1. Können Sie sich gerade auf Ihre Arbeit konzentrieren?
2. Wie kommen Sie über die Runden?
3. Würden Sie auch beim Spargelstechen aushelfen (wenn man Sie anlernt)?
Gärtnern Jede Krise birgt die Chance, zu hinterfragen, was in unserer Gesellschaft wertvoll und was verbesserungswürdig ist. Die Schule beginnt sonst um 7.40 Uhr.
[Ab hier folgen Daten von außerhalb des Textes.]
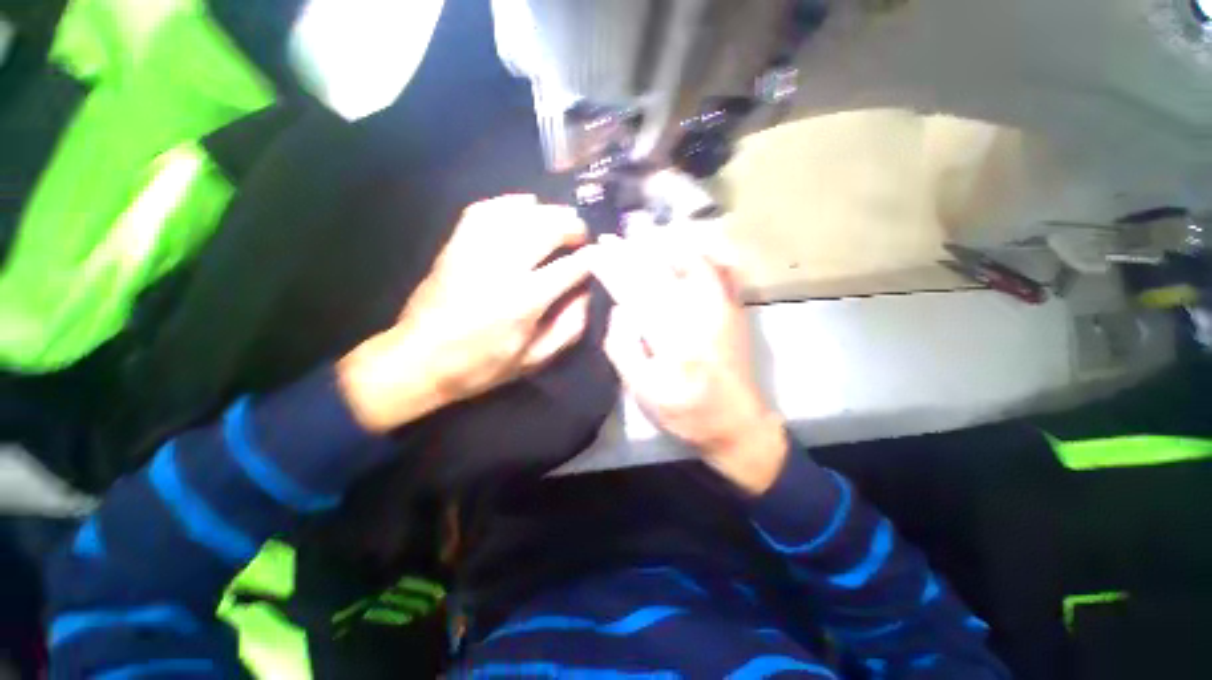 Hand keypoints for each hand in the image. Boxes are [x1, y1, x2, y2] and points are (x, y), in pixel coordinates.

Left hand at [338, 195, 592, 432]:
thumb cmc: (482, 365)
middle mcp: (502, 267)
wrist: (419, 360)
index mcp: (525, 300)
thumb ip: (568, 327)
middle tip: (581, 235)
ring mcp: (474, 250)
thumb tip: (588, 295)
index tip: (601, 255)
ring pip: (519, 213)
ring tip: (560, 219)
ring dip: (547, 212)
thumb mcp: (534, 359)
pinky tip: (524, 206)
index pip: (570, 267)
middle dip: (572, 226)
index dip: (592, 258)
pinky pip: (485, 209)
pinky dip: (509, 202)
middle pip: (546, 228)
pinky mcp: (455, 244)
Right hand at [590, 228, 787, 494]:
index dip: (611, 268)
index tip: (593, 252)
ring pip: (689, 261)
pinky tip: (684, 245)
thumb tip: (620, 309)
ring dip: (661, 245)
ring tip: (639, 234)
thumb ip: (622, 347)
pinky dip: (698, 253)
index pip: (633, 291)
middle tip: (609, 239)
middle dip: (629, 252)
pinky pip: (718, 269)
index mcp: (671, 336)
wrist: (736, 422)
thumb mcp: (641, 390)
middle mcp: (698, 313)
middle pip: (658, 272)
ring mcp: (721, 307)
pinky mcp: (734, 309)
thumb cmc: (684, 411)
Wenn wir nun um sieben aufwachen, bleibt Zeit zum Kuscheln, Radiohören. Wir sitzen um neun am Schreibtisch, machen eine Stunde Mathe, dann Deutsch. Dann gehen wir in den Garten, arbeiten, spielen, schwatzen übern Gartenzaun. Wenn das Kind schläft, beginnt das Homeoffice. Finanziell ist die Zeit belastend. Unklar, was mit den Förderanträgen wird. Zum Schreiben komme ich wenig, obwohl die sonderbare Stimmung literarisches Potenzial hat. Als Jugendliche habe ich in der Ernte gearbeitet, ich weiß, wie belastend das für den Rücken ist, wenn man den ganzen Tag gebückt arbeitet. Ich weiß die Arbeit, die in jeder Schale Erdbeeren steckt, zu schätzen.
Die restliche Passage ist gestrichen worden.